Sicilia rimandata a settembre per la sanità anche se i progressi nel far quadrare i conti sono evidenti. E’ il risultato del tavolo tecnico ministeriale che ha concluso l’iter necessario per far giungere nell’isola i fondi aggiuntivi sui quali l’assessore all’economia Luca Bianchi contava già da qualche tempo.

“I conti della sanità e i livelli di assistenza in Sicilia hanno imboccato la strada giusta”. I tecnici dei Ministeri della Salute e dell’Economia lo hanno comunicato alla regione siciliana dopo un lungo e serrato confronto durato oltre quattro ore da parte del tavolo di verifica ministeriale Salute ed Economia, che conta circa una ventina di componenti tra i quali anche rappresentanti di altre regioni, dell’Aifa (Agenzia del Farmaco) e dell’Agenzia per i Servizi Sanitari Regionali, con l’assessore Lucia Borsellino e con i tecnici dell’assessorato regionale alla Salute.

“Il percorso della Regione è stato definito, a livello ministeriale ‘preciso, puntuale e consapevole’ – dice l’assessore Lucia Borsellino non senza soddisfazione -. Il giudizio positivo non riguarda soltanto la messa in ordine dei conti. Sono stati rilevati miglioramenti anche sul fronte del progressivo sviluppo delle diverse forme di assistenza territoriale alternative al ricovero e dell’implementazione delle reti di patologia e dei relativi percorsi diagnostico- terapeutici per la continuità assistenziale ospedale-territorio”.

Sul piano strettamente economico i conti della sanità siciliana, dunque, sarebbero a posto. A Roma il tavolo ha certificato un avanzo di gestione per l’anno 2012 di 3 milioni e 800 mila euro. Con queste cifre potranno essere liberati a settembre i fondi promessi.

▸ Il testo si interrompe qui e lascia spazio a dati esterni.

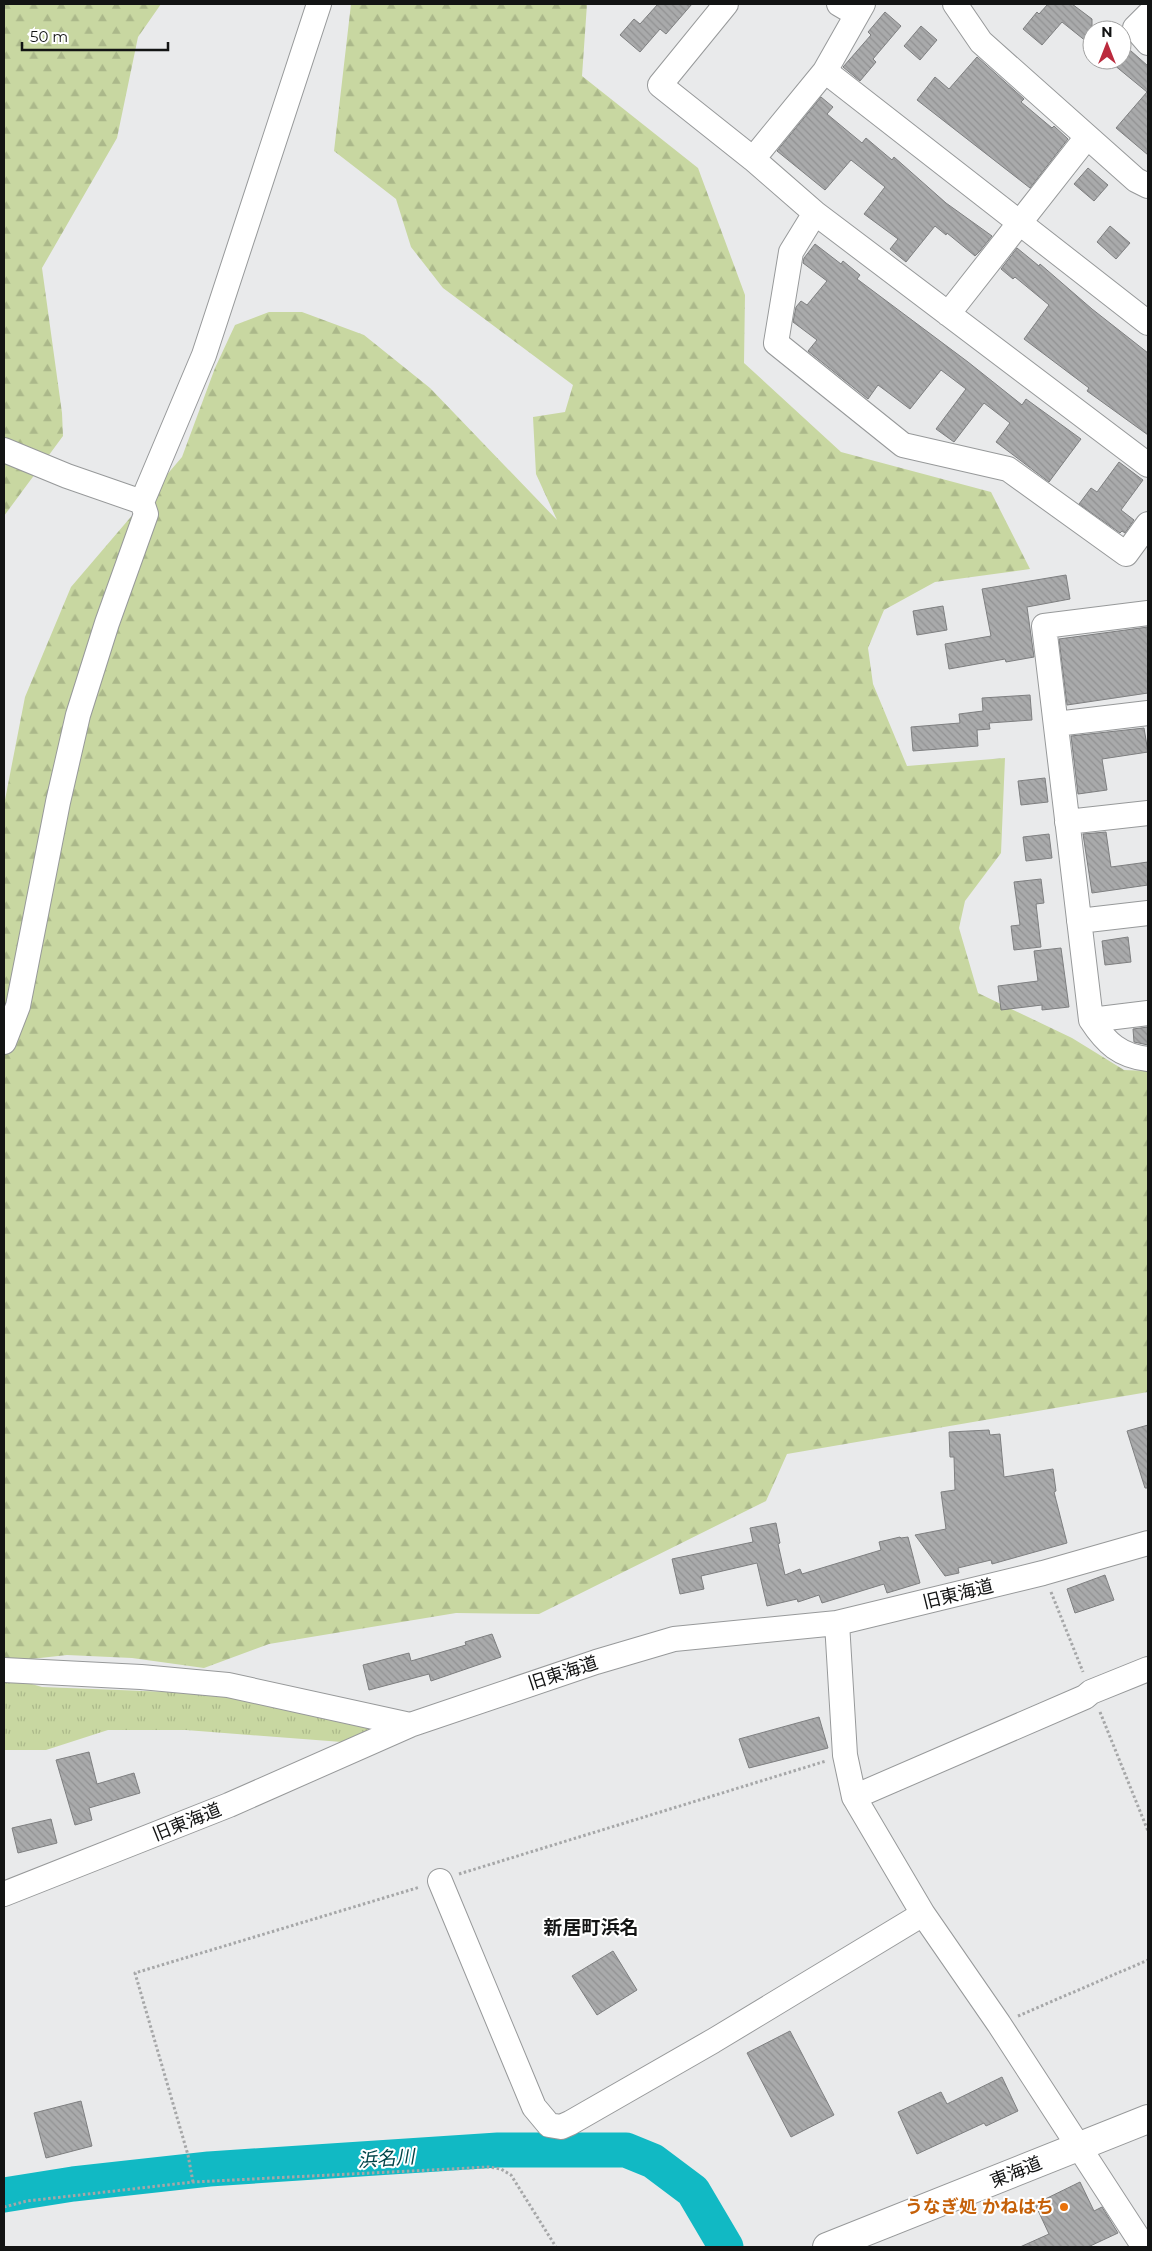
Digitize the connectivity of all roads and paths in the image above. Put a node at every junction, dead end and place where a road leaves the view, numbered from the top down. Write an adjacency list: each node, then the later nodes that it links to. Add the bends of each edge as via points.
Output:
1 (319, 4): 17 (street, via 204,355)
2 (726, 4): 9 (street, via 660,85)
3 (955, 4): 8 (street, via 981,42)
4 (852, 7): 7 (street)
5 (1148, 15): 6 (street, via 1135,28)
6 (1148, 43)
7 (825, 71): 9 (street); 12 (street)
8 (1087, 137): 10 (street, via 1136,180); 12 (street)
9 (753, 159): 11 (street)
10 (1148, 186)
11 (814, 213): 13 (street); 18 (street, via 791,252 776,343 903,445 1008,469 1126,554)
12 (1020, 223): 13 (street); 14 (street)
13 (948, 314): 16 (street)
14 (1148, 323)
15 (4, 450): 17 (street)
16 (1148, 465)
17 (142, 502): 28 (street, via 146,514 78,715 18,1006)
18 (1148, 524)
19 (1148, 613): 21 (street, via 1044,626)
20 (1148, 714): 21 (street)
21 (1056, 724): 23 (street)
22 (1148, 813): 23 (street)
23 (1067, 822): 25 (street)
24 (1148, 913): 25 (street)
25 (1079, 921): 27 (street)
26 (1148, 1013): 27 (street)
27 (1091, 1020): 29 (street, via 1103,1039 1132,1058)
28 (4, 1042)
29 (1148, 1059)
30 (1148, 1543): 31 (street, 旧東海道, via 1043,1573)
31 (837, 1623): 34 (street, 旧東海道, via 674,1639); 35 (street)
32 (9, 1668): 34 (street, via 228,1685)
33 (1148, 1670): 36 (street)
34 (410, 1725): 38 (street, 旧東海道, via 229,1805)
35 (846, 1755): 36 (street); 37 (path)
36 (854, 1796): 39 (street)
37 (440, 1880): 39 (street, via 534,2107 549,2125 561,2126 713,2041); 44 (path, via 135,1973)
38 (4, 1894)
39 (923, 1914): 41 (street)
40 (1148, 1960): 41 (path)
41 (999, 2024): 43 (street)
42 (1148, 2119): 43 (main road, 東海道)
43 (1079, 2146): 47 (main road, 東海道); 48 (street)
44 (193, 2182): 45 (path, via 27,2201); 46 (path, via 479,2168 501,2170 510,2175)
45 (4, 2208)
46 (556, 2247)
47 (827, 2247)
48 (1144, 2247)

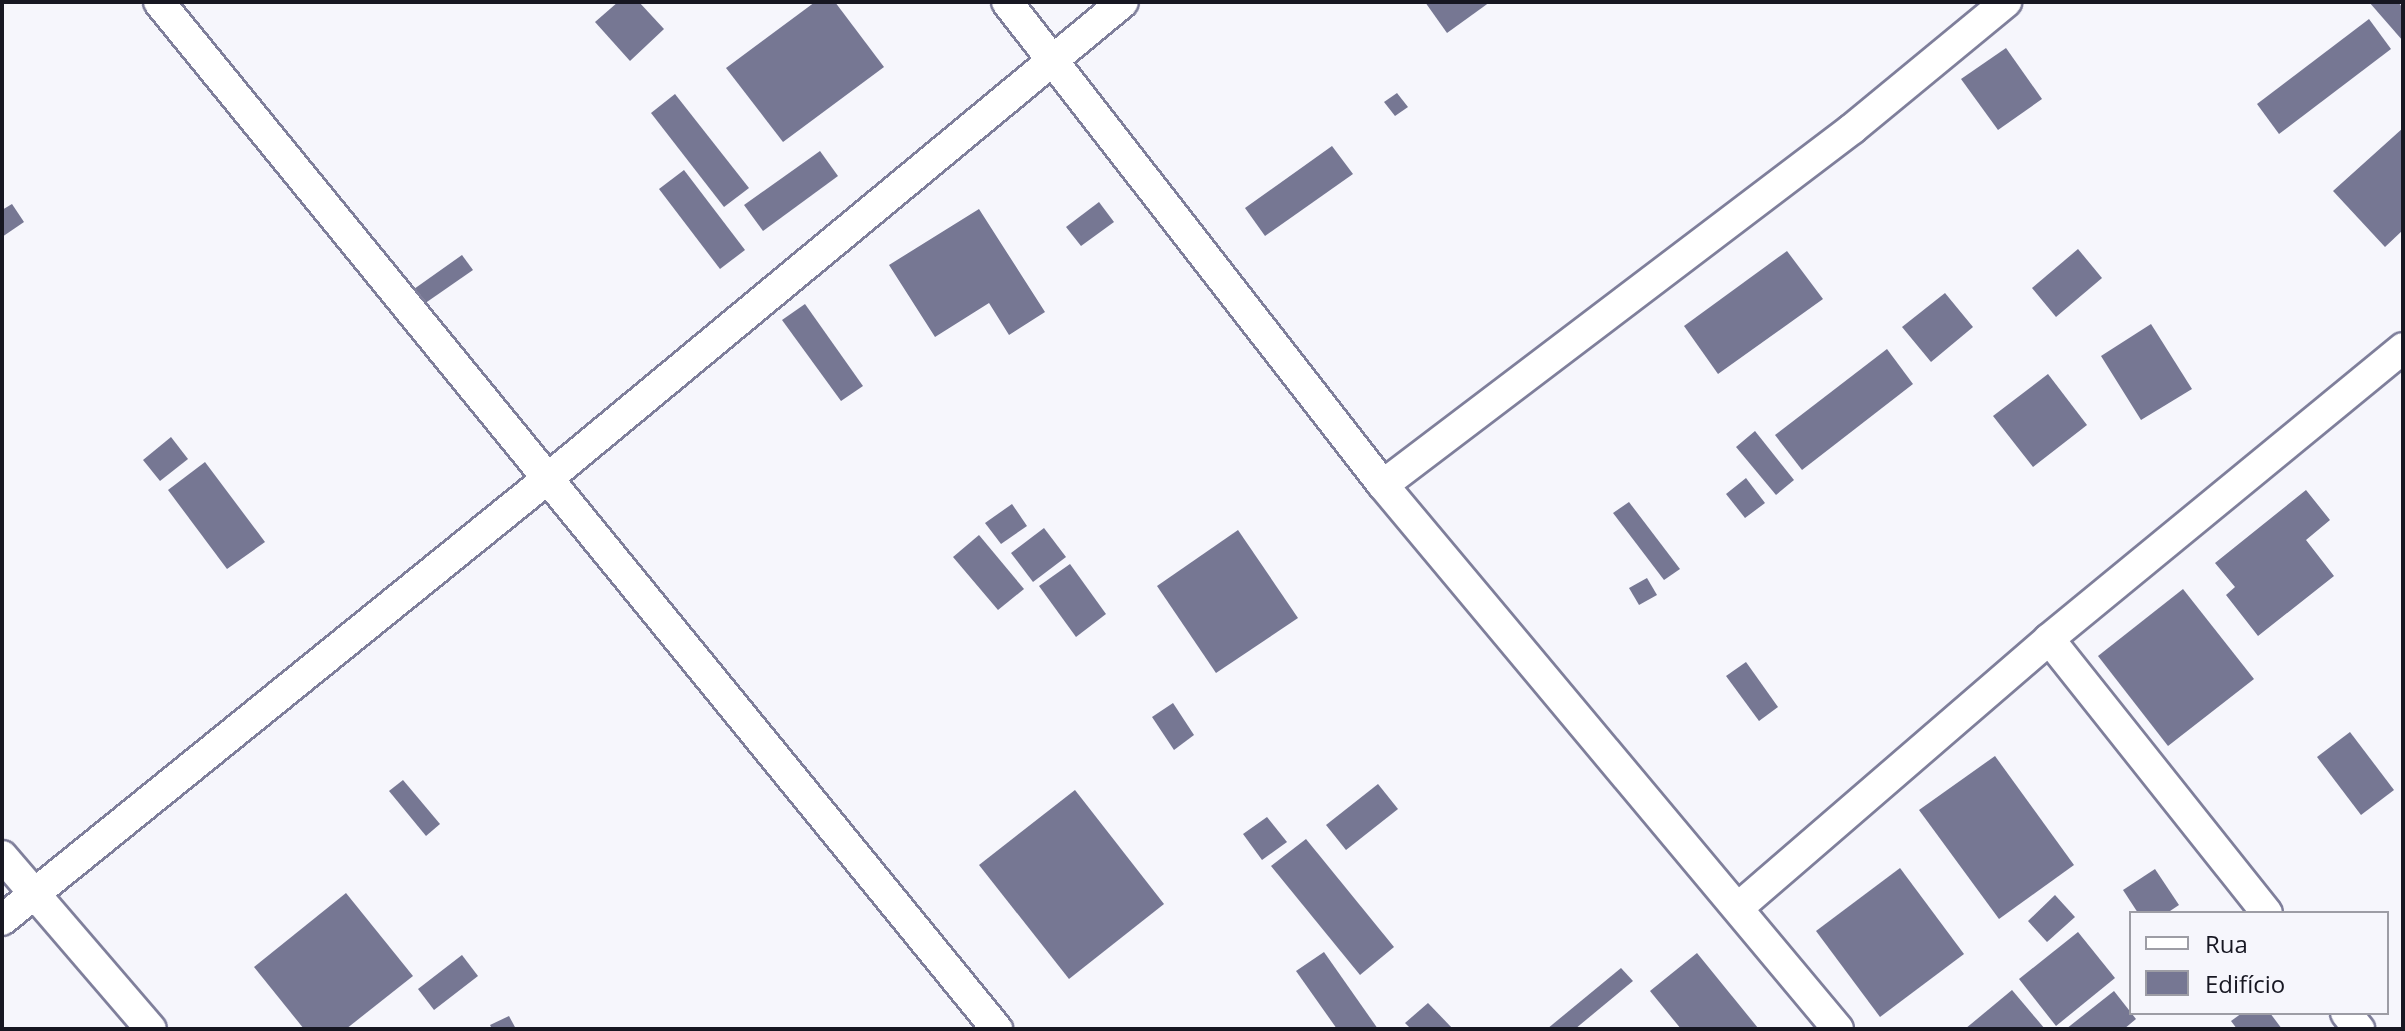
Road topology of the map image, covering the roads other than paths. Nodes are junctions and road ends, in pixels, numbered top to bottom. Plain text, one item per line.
1 (159, 2) edge
2 (1007, 2) edge
3 (1123, 2) edge
4 (2006, 2) edge
5 (1053, 59) junction
6 (2403, 348) edge
7 (546, 480) junction
8 (1383, 485) junction
9 (2049, 639) junction
10 (2, 856) edge
11 (33, 895) junction
12 (1739, 907) junction
13 (2265, 911) edge
14 (2, 920) edge
15 (151, 1029) edge
16 (997, 1029) edge
17 (1838, 1029) edge

1 - 7 street
2 - 5 street
3 - 5 street
4 - 8 street
5 - 7 street
5 - 8 street
6 - 9 street
7 - 11 street
7 - 16 street
8 - 12 street
9 - 12 street
9 - 13 street
10 - 11 street
11 - 14 street
11 - 15 street
12 - 17 street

Ma Roma non si è certo limitata a certificare i risultati. La Regione resta sottoposta a piano di rientro ed alla Sicilia vengono chiesti ulteriori impegni.  Maggiore attenzione dovrà essere rivolta all’integrazione socio -sanitaria per la quale i Roma chiede a Palermo l’esatta quantificazione degli oneri a carico dei comuni per le prestazioni erogate dalle strutture sociosanitarie ad integrazione della quota sanitaria. Occorre, poi, intervenire nell’ambito delle attività di prevenzione, di riordino della rete ospedaliera e dell’emergenza-urgenza in linea con i nuovi parametri nazionali sulla rete dei servizi per la Salute Mentale e le tossicodipendenze, sulla residenzialità e  le cure palliative.

Le nuove prescrizioni faranno parte del Piano Operativo Regionale di Consolidamento e Sviluppo 2013-2015, inoltrato al tavolo lo scorso mese di maggio e che dovrà essere perfezionato entro il 10 settembre di quest’anno.